▶ **Instructions to follow**:
Please copy out each line of the entries in which "عمرو" appears.

▶ **Data for this exercise**:
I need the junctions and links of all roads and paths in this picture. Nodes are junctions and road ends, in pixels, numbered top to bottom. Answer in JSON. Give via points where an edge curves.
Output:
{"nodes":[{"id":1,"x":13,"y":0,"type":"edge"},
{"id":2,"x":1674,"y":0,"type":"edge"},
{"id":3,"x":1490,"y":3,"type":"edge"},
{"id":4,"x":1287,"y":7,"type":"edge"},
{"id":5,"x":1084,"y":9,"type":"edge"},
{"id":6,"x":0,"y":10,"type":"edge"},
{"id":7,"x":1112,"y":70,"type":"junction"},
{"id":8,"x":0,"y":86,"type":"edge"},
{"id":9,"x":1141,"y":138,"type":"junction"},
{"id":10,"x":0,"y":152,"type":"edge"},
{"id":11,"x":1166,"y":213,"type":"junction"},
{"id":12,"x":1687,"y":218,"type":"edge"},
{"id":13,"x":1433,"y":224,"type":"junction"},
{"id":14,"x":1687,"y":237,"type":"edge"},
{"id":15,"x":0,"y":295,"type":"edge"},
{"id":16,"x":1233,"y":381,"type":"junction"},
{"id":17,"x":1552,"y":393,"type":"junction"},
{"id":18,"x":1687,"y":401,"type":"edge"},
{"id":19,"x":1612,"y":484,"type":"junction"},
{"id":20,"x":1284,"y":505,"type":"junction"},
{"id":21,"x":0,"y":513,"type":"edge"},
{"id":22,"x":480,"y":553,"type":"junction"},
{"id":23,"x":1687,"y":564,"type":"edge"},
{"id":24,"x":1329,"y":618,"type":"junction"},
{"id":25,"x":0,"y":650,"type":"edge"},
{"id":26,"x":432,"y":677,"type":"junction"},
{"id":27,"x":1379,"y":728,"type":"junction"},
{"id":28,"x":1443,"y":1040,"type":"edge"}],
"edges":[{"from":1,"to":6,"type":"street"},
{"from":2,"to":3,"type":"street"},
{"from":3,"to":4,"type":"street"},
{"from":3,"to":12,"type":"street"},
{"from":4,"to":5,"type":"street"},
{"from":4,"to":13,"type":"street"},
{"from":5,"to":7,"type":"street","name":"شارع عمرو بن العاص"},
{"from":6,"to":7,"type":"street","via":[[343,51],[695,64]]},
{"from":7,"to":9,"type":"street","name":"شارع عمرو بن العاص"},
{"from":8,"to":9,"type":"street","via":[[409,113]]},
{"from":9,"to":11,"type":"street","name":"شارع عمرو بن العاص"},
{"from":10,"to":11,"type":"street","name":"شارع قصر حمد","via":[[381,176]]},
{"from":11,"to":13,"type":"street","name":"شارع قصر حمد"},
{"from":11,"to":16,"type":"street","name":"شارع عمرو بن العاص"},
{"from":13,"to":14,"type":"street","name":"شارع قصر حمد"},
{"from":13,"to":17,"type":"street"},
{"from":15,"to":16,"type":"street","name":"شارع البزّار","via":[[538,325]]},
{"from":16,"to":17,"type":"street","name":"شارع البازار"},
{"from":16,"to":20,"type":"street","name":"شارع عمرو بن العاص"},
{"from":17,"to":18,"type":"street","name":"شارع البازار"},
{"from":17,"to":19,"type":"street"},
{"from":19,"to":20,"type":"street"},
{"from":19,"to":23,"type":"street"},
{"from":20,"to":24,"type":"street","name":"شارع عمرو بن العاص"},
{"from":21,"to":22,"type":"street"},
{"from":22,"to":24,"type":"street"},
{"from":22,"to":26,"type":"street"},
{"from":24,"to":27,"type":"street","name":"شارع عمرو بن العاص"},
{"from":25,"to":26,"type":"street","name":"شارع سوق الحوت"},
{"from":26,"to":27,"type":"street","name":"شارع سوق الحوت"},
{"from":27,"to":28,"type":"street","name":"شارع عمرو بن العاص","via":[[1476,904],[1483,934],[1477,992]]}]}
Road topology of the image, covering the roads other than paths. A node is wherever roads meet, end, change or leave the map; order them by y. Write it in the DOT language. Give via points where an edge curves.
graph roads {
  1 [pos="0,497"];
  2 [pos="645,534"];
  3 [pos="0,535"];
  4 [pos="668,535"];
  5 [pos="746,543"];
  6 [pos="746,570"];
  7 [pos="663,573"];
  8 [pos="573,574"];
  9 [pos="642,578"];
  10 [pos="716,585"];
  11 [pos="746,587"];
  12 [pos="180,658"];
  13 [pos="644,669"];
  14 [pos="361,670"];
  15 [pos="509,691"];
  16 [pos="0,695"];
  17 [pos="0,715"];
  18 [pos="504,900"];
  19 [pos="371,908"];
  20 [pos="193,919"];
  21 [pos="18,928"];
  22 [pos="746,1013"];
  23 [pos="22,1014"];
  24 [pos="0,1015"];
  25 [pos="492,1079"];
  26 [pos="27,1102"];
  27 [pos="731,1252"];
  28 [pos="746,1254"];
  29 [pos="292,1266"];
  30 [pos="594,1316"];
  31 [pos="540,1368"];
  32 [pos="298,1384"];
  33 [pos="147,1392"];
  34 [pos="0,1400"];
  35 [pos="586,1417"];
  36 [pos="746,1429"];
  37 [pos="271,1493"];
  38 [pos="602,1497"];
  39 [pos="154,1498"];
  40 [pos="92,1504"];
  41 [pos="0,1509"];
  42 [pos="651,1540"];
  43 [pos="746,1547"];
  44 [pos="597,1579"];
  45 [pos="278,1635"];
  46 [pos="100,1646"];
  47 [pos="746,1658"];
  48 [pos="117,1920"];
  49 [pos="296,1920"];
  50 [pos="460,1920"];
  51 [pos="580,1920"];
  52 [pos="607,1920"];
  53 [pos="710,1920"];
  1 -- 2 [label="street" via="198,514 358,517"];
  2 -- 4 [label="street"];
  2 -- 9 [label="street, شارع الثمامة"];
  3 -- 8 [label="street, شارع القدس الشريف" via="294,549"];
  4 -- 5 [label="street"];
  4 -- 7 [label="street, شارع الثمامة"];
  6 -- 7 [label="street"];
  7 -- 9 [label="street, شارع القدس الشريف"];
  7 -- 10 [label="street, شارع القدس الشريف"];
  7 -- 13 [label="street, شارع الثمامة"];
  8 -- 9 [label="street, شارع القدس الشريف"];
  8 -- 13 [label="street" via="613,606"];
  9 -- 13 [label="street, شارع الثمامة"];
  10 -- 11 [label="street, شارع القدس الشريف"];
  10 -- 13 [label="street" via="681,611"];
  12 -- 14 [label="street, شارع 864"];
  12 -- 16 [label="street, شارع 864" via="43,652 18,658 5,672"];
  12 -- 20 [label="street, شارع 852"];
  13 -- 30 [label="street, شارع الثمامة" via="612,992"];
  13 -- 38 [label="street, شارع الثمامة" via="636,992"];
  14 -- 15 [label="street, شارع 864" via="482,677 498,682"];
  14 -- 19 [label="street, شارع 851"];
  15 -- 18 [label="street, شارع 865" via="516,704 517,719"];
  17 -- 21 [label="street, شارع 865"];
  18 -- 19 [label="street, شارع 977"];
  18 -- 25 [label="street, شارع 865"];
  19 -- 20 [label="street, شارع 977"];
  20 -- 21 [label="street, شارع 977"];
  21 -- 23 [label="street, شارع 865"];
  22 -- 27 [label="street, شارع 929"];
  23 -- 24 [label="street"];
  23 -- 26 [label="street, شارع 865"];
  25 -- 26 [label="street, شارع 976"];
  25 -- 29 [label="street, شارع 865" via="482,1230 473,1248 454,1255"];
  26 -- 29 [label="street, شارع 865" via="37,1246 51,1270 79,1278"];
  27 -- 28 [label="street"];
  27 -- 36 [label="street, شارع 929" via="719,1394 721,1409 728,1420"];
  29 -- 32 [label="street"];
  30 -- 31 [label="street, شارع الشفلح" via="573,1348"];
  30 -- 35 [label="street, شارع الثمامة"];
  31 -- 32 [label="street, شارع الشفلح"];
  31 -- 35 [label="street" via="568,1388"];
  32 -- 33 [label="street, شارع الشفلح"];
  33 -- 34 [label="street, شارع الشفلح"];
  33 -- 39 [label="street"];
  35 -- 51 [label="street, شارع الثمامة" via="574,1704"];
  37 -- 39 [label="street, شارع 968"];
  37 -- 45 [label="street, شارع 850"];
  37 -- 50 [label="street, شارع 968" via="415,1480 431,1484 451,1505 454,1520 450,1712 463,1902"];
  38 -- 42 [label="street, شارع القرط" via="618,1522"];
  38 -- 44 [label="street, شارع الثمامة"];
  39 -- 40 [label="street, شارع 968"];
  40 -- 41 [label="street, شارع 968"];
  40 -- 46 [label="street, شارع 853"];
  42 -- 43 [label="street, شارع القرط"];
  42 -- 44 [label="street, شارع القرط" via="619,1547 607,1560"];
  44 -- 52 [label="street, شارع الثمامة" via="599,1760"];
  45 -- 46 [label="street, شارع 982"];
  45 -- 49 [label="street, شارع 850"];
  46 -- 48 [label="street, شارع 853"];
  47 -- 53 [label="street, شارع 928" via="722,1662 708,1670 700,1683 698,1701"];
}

▶ **The answer**:
{"from":5,"to":7,"type":"street","name":"شارع عمرو بن العاص"},
{"from":7,"to":9,"type":"street","name":"شارع عمرو بن العاص"},
{"from":9,"to":11,"type":"street","name":"شارع عمرو بن العاص"},
{"from":11,"to":16,"type":"street","name":"شارع عمرو بن العاص"},
{"from":16,"to":20,"type":"street","name":"شارع عمرو بن العاص"},
{"from":20,"to":24,"type":"street","name":"شارع عمرو بن العاص"},
{"from":24,"to":27,"type":"street","name":"شارع عمرو بن العاص"},
{"from":27,"to":28,"type":"street","name":"شارع عمرو بن العاص","via":[[1476,904],[1483,934],[1477,992]]}]}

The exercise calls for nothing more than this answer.